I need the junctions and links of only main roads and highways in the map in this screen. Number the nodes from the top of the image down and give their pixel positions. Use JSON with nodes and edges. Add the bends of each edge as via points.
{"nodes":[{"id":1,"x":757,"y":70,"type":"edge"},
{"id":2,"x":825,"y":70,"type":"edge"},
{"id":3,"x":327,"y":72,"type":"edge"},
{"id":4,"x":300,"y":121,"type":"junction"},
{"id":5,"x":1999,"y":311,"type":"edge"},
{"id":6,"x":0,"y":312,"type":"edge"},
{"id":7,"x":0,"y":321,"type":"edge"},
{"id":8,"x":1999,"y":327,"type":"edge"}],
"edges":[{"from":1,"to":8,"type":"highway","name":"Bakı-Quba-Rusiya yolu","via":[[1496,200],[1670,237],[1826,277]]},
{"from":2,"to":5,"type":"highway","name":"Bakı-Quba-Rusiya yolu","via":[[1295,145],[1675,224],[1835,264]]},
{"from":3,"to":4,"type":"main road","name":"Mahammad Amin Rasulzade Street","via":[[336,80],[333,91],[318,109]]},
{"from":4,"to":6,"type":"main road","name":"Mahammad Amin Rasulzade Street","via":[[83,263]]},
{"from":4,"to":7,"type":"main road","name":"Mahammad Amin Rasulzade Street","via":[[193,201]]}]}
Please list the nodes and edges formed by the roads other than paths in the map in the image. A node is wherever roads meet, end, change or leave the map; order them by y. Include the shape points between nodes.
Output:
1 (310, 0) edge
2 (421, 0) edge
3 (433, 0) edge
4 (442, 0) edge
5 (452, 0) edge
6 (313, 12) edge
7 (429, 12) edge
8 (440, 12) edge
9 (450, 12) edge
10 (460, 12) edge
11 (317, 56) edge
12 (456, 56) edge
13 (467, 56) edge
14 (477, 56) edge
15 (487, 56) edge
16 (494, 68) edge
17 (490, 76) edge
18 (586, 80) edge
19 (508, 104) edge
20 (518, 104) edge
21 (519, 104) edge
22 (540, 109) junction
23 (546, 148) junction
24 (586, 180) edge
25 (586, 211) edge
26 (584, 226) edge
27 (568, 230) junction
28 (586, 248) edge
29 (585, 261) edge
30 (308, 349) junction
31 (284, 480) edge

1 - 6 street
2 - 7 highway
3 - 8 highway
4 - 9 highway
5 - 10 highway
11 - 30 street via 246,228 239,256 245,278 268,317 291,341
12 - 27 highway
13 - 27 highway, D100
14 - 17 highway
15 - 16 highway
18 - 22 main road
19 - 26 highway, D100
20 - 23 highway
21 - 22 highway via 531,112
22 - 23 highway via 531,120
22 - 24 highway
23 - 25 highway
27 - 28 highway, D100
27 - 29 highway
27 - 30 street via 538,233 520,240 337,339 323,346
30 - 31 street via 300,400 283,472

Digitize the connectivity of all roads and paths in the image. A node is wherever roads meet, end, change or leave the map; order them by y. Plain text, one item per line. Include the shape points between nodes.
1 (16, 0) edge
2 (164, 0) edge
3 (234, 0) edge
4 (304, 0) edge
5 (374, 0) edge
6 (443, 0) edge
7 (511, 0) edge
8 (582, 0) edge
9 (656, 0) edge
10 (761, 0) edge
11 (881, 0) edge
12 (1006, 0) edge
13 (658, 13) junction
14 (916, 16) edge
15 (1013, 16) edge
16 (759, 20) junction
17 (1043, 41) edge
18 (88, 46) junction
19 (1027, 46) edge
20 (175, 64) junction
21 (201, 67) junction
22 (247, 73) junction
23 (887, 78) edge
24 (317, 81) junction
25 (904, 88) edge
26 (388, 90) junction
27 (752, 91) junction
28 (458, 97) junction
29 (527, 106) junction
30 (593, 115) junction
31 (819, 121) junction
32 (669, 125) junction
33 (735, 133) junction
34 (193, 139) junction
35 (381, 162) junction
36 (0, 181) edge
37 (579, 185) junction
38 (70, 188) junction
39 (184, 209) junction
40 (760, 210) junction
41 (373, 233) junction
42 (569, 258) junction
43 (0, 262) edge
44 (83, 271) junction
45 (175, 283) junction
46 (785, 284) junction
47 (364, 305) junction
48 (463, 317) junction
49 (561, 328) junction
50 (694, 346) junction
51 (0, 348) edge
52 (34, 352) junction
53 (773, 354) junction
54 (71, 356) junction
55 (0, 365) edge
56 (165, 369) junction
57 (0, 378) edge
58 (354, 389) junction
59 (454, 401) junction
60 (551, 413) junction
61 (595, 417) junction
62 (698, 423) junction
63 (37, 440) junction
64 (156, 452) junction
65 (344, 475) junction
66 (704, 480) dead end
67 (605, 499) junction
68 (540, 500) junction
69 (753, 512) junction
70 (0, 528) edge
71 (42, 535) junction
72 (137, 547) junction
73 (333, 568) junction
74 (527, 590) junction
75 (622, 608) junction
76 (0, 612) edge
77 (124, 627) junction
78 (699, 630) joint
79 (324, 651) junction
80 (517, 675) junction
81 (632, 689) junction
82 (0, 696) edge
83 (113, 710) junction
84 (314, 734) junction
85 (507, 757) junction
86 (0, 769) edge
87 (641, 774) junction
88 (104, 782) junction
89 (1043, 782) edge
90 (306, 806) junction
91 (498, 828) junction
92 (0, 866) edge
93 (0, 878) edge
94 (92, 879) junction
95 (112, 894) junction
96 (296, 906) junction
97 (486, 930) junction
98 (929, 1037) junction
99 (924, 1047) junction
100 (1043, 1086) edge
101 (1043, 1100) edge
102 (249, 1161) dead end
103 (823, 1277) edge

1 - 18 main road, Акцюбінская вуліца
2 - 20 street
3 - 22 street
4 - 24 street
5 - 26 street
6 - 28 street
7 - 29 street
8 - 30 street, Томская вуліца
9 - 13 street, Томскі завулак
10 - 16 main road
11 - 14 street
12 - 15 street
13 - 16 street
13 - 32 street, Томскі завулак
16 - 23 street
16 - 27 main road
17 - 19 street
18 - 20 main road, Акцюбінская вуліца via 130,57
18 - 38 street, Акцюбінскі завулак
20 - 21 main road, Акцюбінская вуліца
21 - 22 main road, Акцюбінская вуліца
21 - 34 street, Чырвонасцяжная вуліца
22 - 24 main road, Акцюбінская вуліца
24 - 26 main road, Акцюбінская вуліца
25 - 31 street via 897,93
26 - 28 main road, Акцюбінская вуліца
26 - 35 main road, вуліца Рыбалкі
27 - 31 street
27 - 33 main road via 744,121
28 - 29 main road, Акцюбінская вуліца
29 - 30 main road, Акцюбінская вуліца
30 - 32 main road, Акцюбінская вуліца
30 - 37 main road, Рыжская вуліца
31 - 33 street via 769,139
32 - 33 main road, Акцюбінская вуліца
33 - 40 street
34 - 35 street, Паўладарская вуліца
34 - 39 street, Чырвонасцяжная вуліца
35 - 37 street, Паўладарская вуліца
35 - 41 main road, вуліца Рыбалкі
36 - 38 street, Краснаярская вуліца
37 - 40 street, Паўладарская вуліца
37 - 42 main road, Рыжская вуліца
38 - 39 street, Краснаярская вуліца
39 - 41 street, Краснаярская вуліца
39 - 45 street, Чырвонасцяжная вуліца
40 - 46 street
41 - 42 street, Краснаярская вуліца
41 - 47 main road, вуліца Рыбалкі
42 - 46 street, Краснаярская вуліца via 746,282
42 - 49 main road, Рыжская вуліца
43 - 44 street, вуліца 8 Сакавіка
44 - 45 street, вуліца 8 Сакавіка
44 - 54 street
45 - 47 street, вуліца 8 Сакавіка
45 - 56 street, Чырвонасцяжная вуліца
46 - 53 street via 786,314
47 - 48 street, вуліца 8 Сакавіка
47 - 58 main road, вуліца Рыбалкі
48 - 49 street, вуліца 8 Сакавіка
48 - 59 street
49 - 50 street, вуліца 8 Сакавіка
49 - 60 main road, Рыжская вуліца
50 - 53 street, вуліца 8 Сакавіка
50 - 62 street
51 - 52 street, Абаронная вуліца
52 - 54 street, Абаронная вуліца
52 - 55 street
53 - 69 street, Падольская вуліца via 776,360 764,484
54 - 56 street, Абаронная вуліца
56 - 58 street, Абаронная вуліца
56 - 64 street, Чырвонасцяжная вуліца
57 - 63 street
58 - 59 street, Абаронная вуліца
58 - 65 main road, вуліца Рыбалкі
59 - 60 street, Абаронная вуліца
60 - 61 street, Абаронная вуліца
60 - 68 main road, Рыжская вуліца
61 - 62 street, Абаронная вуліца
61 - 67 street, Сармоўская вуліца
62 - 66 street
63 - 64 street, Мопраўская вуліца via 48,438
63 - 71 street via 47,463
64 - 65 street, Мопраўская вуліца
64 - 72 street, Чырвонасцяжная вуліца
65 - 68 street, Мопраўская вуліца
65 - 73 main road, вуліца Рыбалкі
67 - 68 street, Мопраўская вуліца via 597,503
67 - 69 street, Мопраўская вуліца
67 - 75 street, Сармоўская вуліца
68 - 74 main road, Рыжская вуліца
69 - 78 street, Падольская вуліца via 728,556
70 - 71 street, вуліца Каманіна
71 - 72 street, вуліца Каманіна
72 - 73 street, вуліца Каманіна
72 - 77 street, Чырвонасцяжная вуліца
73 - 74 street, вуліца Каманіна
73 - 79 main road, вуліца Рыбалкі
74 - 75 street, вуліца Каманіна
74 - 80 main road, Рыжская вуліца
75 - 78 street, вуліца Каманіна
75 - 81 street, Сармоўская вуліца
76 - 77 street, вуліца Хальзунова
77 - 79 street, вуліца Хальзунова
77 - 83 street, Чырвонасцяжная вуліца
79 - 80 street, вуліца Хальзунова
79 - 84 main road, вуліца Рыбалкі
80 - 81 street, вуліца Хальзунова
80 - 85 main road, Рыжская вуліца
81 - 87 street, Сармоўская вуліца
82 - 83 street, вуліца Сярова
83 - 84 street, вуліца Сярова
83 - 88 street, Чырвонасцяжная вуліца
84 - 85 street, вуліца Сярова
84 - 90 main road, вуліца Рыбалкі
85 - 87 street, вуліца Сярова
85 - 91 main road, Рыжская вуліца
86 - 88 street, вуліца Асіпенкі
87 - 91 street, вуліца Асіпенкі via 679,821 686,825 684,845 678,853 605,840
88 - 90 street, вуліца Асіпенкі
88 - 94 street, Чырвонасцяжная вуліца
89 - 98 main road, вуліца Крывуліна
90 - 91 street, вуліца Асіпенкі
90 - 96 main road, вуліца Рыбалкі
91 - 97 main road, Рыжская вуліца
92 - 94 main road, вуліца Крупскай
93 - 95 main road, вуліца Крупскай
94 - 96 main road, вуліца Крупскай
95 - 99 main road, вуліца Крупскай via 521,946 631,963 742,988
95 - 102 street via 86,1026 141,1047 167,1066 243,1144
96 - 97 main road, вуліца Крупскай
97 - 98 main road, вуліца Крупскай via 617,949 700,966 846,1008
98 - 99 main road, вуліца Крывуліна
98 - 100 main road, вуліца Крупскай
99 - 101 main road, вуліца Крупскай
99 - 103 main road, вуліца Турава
□ □ □ □ □ □ □
* [Assigned task] Each line holding the string "Паўладарская" counts once. Work out the number of such lines in the data and give only that.

* [Result below] 3